WORK ORDER -> Go through each line of the entries below and tally those containing the string "Cone"; give only the total.

EXERCISE MATERIALS ->
--

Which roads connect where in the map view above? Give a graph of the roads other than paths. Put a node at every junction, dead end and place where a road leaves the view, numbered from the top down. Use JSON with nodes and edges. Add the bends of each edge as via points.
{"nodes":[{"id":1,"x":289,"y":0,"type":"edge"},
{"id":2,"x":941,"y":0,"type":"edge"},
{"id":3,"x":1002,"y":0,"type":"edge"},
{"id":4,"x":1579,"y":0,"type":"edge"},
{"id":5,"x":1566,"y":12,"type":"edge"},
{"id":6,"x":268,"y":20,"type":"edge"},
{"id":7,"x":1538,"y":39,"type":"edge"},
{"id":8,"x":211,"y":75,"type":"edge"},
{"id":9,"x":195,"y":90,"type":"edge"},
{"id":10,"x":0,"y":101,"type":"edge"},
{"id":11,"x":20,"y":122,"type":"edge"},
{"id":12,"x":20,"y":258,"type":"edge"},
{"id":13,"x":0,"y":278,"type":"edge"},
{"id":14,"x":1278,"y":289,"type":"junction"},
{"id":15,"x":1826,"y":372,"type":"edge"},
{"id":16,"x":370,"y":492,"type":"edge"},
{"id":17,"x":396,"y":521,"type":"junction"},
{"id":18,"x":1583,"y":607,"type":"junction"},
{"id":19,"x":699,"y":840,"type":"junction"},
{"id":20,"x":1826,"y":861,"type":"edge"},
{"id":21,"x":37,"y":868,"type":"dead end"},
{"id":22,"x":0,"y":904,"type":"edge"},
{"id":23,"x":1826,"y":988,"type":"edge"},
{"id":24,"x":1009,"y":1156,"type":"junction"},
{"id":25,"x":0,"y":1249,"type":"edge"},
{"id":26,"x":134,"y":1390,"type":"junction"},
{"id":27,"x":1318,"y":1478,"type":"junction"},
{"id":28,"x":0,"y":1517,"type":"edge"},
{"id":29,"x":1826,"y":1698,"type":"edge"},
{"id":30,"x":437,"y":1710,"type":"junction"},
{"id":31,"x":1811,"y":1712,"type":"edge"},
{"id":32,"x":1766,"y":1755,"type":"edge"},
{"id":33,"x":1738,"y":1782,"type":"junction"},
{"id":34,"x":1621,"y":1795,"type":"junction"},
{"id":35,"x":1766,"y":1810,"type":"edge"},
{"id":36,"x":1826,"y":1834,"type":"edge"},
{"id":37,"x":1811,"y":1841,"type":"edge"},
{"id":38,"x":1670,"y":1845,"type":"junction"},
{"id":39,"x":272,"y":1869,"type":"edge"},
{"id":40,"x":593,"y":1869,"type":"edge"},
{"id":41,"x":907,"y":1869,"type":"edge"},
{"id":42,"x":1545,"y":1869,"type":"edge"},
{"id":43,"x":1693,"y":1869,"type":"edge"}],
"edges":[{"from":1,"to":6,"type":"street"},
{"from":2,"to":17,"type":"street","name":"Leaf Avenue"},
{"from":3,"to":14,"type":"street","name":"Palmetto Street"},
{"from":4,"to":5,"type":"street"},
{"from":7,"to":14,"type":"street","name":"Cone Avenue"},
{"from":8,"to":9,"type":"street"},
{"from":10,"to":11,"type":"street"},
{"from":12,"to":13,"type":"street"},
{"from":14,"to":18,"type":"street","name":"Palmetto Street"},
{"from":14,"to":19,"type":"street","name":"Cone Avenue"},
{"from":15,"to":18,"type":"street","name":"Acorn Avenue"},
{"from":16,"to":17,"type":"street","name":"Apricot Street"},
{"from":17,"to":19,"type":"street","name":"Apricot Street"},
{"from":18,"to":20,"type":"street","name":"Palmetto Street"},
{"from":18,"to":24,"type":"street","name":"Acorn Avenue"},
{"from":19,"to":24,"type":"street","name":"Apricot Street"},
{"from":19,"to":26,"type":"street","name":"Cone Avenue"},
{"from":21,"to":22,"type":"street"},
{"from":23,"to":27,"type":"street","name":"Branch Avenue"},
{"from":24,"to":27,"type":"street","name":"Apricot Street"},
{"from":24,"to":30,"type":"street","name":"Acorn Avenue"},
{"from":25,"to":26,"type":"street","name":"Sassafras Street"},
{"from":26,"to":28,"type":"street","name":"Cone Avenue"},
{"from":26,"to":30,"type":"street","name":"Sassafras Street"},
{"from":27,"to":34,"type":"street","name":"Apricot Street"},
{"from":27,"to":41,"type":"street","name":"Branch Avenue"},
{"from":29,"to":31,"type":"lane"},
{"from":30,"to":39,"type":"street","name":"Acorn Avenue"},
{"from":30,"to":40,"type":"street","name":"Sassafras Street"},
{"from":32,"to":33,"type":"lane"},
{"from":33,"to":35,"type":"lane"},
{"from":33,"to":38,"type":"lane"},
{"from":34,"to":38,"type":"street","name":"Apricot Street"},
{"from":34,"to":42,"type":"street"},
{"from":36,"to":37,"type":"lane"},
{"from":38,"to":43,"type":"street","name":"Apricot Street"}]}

--

OUTPUT FOR THIS EXERCISE -> 4